When you return the data, keep every line exactly as it is and leave out the pictures.

★ ★ ★ ★ ★

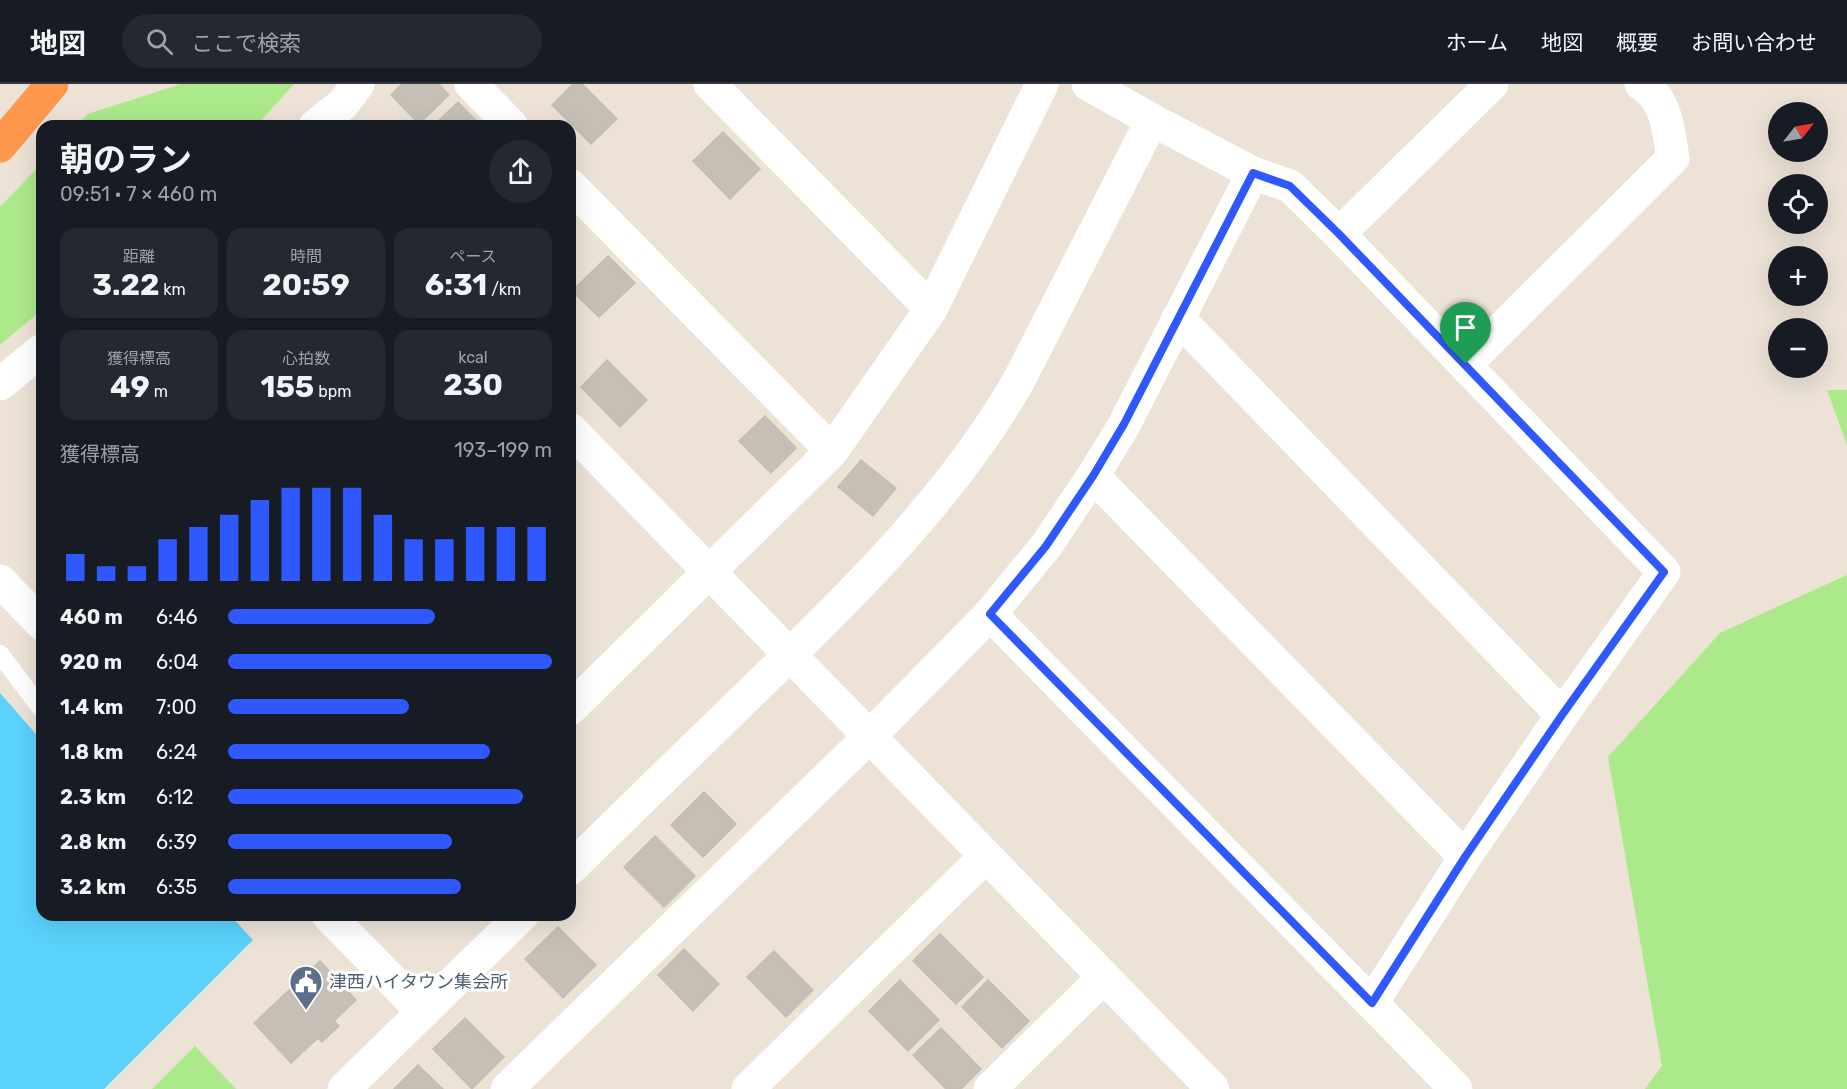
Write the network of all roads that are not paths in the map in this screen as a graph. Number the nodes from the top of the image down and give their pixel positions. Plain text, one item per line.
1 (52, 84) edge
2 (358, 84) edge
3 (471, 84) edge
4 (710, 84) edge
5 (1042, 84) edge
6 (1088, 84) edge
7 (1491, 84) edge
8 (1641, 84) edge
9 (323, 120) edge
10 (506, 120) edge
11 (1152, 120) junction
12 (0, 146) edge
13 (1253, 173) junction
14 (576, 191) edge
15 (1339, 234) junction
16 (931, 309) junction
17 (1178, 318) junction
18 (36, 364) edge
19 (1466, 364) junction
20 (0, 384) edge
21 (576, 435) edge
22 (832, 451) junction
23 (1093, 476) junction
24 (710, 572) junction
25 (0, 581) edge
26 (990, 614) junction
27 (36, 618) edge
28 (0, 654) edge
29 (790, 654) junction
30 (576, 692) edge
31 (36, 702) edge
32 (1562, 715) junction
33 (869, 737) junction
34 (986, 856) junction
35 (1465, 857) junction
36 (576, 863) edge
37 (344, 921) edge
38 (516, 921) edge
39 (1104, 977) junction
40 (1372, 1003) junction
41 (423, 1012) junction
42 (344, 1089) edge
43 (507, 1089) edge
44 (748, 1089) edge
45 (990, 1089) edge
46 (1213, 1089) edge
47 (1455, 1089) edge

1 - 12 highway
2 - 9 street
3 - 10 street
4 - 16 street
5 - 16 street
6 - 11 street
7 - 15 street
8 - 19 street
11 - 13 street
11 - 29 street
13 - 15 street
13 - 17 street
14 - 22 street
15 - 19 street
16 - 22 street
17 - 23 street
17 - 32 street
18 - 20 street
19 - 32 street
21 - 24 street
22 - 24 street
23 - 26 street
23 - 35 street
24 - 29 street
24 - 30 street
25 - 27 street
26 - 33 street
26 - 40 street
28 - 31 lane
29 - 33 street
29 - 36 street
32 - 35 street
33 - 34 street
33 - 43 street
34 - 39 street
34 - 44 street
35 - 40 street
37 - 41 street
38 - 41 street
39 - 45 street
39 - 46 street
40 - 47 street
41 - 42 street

★ ★ ★ ★ ★

*Solution for this task:*
Write the network of all roads that are not paths in the map in this screen as a graph. Number the nodes from the top of the image down and give their pixel positions. Plain text, one item per line.
1 (52, 84) edge
2 (358, 84) edge
3 (471, 84) edge
4 (710, 84) edge
5 (1042, 84) edge
6 (1088, 84) edge
7 (1491, 84) edge
8 (1641, 84) edge
9 (323, 120) edge
10 (506, 120) edge
11 (1152, 120) junction
12 (0, 146) edge
13 (1253, 173) junction
14 (576, 191) edge
15 (1339, 234) junction
16 (931, 309) junction
17 (1178, 318) junction
18 (36, 364) edge
19 (1466, 364) junction
20 (0, 384) edge
21 (576, 435) edge
22 (832, 451) junction
23 (1093, 476) junction
24 (710, 572) junction
25 (0, 581) edge
26 (990, 614) junction
27 (36, 618) edge
28 (0, 654) edge
29 (790, 654) junction
30 (576, 692) edge
31 (36, 702) edge
32 (1562, 715) junction
33 (869, 737) junction
34 (986, 856) junction
35 (1465, 857) junction
36 (576, 863) edge
37 (344, 921) edge
38 (516, 921) edge
39 (1104, 977) junction
40 (1372, 1003) junction
41 (423, 1012) junction
42 (344, 1089) edge
43 (507, 1089) edge
44 (748, 1089) edge
45 (990, 1089) edge
46 (1213, 1089) edge
47 (1455, 1089) edge

1 - 12 highway
2 - 9 street
3 - 10 street
4 - 16 street
5 - 16 street
6 - 11 street
7 - 15 street
8 - 19 street
11 - 13 street
11 - 29 street
13 - 15 street
13 - 17 street
14 - 22 street
15 - 19 street
16 - 22 street
17 - 23 street
17 - 32 street
18 - 20 street
19 - 32 street
21 - 24 street
22 - 24 street
23 - 26 street
23 - 35 street
24 - 29 street
24 - 30 street
25 - 27 street
26 - 33 street
26 - 40 street
28 - 31 lane
29 - 33 street
29 - 36 street
32 - 35 street
33 - 34 street
33 - 43 street
34 - 39 street
34 - 44 street
35 - 40 street
37 - 41 street
38 - 41 street
39 - 45 street
39 - 46 street
40 - 47 street
41 - 42 street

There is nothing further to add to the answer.